4) Workarounds and fixes:
-------------------------

  Recommended immediate workaround is to discontinue the use of 'tmpwatch'
  or equivalent to sweep /tmp directory if this service is not necessary.

  For applications that rely on TMPDIR or a similar environment
  variable, setting it to a separate, not publicly writable directory
  is often a viable solution. Note that not all applications honor
  this setting.

  In terms of a permanent solution, two different attack vectors have
  to be addressed, as discussed in section 3:

  1) unlink() race

     The proper way to remove files in sticky-bit directories while
     minimizing the risk is as follows:

       a) lstat() the file to be removed
       b) if owned by root, do not remove
       c) if st_nlink > 1, do not remove
       d) if owned by user, temporarily change privileges to this user
       e) attempt unlink()
       f) if failed, warn about a possible race condition
       g) switch privileges back to root

     With the exception of step c, this is implemented in 'stmpclean'.
     Unfortunately, step c is crucial on systems that do not have
     restricted /tmp kernel patches from Openwall (http://www.openwall.com),
     otherwise, there is a potential for fooling the algorithm by supplying
     a hard link to a file owned by the victim, as discussed in section 3.

     This approach has several drawbacks - such as the fact root-owned files
     will not be removed. Other solution is to modify applications that
     generate filenames on their own, and to modify mkstemp(), to generate
     names that are not only unique, but not feasible to predict.

     Another suggestion is to implement a funlink() capability in the kernel
     of the operating system in question, to allow race-free file removal,
     thus removing the non-root ownership requirement for the method described
     above, and simplifying the approach. A skeleton patch to implement
     funlink() semantics and make sure the file being removed is the file
     opened and fstat()ed previously is available at:
     http://lcamtuf.coredump.cx/soft/linux-2.4-funlink.diff (this and
     other patches are not endorsed by RAZOR in any way).

  2) suspended process and 'legitimate' file removal

     This issue is fairly difficult to address. The most basic idea is
     to use a special naming scheme for temporary files to avoid deletion -
     unfortunately, this seems to defeat the purpose of using tmpwatch-alike
     solutions in the first place.

     An alternative approach, which is to enforce separate temporary
     directories for certain applications, either process-, session- or uid-
     based, is generally fairly controversial, and raises some concerns.
     Advisory separation is generally acceptable, but there are a number of
     applications that do not accept TMPDIR setting, and a widespread practice
     of using /tmp in in-house applications. Mandatory separation (kernel
     modification) raises compatibility concerns and is generally approached
     with skepticism - no implementation has become particularly popular.

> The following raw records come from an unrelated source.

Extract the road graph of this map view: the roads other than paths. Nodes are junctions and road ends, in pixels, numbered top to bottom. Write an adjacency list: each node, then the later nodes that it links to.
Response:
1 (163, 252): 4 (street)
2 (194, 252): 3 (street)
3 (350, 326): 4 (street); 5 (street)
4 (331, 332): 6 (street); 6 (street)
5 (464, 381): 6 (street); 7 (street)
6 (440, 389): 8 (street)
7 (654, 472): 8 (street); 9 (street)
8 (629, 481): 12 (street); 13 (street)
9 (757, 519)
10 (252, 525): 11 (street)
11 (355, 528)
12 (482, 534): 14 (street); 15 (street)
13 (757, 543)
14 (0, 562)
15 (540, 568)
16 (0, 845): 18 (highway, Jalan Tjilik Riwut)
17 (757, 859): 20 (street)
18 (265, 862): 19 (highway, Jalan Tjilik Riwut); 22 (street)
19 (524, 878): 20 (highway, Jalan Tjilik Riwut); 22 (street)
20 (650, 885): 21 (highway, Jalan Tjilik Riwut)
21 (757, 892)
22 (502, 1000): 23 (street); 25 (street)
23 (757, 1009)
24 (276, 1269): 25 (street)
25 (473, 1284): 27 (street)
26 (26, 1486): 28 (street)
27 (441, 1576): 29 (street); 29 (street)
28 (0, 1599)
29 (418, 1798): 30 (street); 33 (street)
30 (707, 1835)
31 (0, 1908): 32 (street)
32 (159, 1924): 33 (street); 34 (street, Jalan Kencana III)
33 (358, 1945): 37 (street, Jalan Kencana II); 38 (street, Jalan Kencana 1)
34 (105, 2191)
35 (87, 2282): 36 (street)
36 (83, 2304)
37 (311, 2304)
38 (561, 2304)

  Ideally, implementators should carefully audit their sources. It is
  recommended for privileged applications to use private temporary
  directories for sensitive files, if possible; if using /tmp is necessary,
  extra caution has to be exercised to avoid referencing the file by name.
  Note that comparing the descriptor and a reopened file to verify inode
  numbers, creation times or file ownership is not sufficient - please refer
  to "Symlinks and Cryogenic Sleep" by Olaf Kirch, available at
  http://www.opennet.ru/base/audit/17.txt.html .

  It's worth noticing that 'tmpwatch' offers a -s option, which causes the
  program to run the 'fuser' command to prevent removal of files that are
  currently open. At first sight, this could be an effective way to solve the
  problem. Unfortunately, this is not true, since many applications close the
  file for a period of time before reopening (including logrotate and
  mktemp(1)).


5) Credits and thanks
---------------------

  Thanks to Solar Designer for interesting discussions on the subject,
  to Matt Power for useful feedback, and to RAZOR team in general for making
  this publication possible.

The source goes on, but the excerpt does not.